Max Pechstein Biography

Max Pechstein



Painter and printmaker Hermann Max Pechstein, known professionally as Max Pechstein, was born in Zwickau, Germany, on December 31, 1881. His father, a craftsman, worked in a textile mill, and Pechstein was inspired from an early age to pursue visual arts. He trained as a decorator with a local company before enrolling at the School of Applied Arts in Dresden, followed by the Royal Art Academy, where he studied under Otto Gussman. Of particular interest to Pechstein was the work of Vincent van Gogh and the rise of the genre that would later be labeled Expressionism.

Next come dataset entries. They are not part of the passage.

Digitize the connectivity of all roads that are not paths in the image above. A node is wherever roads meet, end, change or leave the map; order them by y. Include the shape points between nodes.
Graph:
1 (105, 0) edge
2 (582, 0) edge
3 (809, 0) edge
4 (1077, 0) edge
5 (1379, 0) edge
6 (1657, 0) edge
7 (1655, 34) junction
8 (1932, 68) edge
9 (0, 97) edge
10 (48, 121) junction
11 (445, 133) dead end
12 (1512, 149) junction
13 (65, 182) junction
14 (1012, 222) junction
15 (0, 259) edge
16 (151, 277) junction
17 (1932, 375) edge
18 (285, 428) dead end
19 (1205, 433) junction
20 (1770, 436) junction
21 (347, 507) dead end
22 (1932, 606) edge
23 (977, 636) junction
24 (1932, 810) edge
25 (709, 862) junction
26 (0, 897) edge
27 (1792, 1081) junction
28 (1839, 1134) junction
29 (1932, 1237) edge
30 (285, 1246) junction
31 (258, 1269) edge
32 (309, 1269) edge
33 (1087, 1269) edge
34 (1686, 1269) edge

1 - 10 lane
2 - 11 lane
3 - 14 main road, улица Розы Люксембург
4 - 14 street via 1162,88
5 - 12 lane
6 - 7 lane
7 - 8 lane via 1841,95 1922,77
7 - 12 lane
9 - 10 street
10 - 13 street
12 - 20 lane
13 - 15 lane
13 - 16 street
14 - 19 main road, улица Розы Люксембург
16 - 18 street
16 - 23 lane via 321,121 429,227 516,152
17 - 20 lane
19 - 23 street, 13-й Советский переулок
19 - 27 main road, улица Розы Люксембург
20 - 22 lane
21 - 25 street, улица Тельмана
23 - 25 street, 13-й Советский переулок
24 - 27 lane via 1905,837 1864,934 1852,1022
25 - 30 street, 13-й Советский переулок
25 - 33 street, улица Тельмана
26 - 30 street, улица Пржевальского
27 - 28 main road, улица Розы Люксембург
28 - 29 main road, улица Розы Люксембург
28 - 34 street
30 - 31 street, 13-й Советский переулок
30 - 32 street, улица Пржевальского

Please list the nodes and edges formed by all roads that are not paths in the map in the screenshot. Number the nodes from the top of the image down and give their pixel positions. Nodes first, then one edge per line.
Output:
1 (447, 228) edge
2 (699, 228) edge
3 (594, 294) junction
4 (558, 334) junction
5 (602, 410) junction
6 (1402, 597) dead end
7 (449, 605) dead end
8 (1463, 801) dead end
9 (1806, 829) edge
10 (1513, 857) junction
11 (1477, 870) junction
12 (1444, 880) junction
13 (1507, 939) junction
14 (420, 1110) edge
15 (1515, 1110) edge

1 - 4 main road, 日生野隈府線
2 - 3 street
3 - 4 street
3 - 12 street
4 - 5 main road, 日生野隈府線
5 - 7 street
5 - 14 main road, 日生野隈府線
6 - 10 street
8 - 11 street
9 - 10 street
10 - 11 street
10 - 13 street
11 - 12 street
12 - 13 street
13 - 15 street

In 1906 Pechstein was invited to join the group Die Brucke, a German Expressionist art association founded the year prior by Fritz Bleyl, Erich Heckel, Ernst Ludwig Kichner, and Karl Schmidt-Rottluff. He was the only artist in the group with formal training. After traveling throughout Italy and Paris, Pechstein moved in 1908 to Berlin, the metropolitan city fast becoming a hub of creativity, despite the conservative moors of its leading salons. He was rejected from participation at the Berlin Secession in 1910 due to the anti-academic undertones of the Die Brucke sensibilty, prominently portrayed in his work. In response, he and artist Georg Tappert founded the New Secession, a brief-lived but important association that helped to bring German Expressionism into the forefront of the Eastern European art world. 

Pechstein's style soon recieved more widespread acclaim, owing to the evolution of his work into a more decorative bent, borrowing from van Gogh and the Fauvist genre. This would prove untenable by the rest of the New Secessionists and he was expelled from the group. Pechstein, having already felt more conservative than his peers, did not mind the expulsion; rather, he took the opportunity to travel alone and explore the primitivist style he admired, finding his way to Palau for inspiration. However, trouble arose as Europe began preparing for war, and Pechstein was interned in Japan before being sent to the Western Front in 1916. 

Once he was discharged, and despite his relatively conservative leanings prior to the war, Pechstein joined the Arbeitsrat fur Kunst artist's union and the November Group for artists and architects, both radical socialist groups, somewhat short lived but no less influential. These associations were frowned upon by the growing conservative, nationalistic movements of interim-war Germany. Pechstein had taken a position at the Berlin Academy in 1922; one decade later, he was banned from exhibiting his art in Germany and subsequently fired from the school. His extensive oeuvre was removed from every museum and gallery in Germany and sixteen of his works were exhibited at the infamous Entartete Kunst (Degenrate Art) exhibition held by the Nazi Party in 1937. By then, however, Pechstein had gone into hiding in Pomerania. He remained there until after the war. 

In 1945, as with many surviving art teachers whose portfolios and jobs had suffered the same fate, Pechstein was given back his position at the Berlin Academy, and was given several awards for his work. The prolific artist had creasted 421 lithographs, 315 blockprints, and 165 intaglio prints. Additionally, he added to his body of 326 pre-war paintings, some of which were never recovered. He died in West Berlin on June 29, 1955.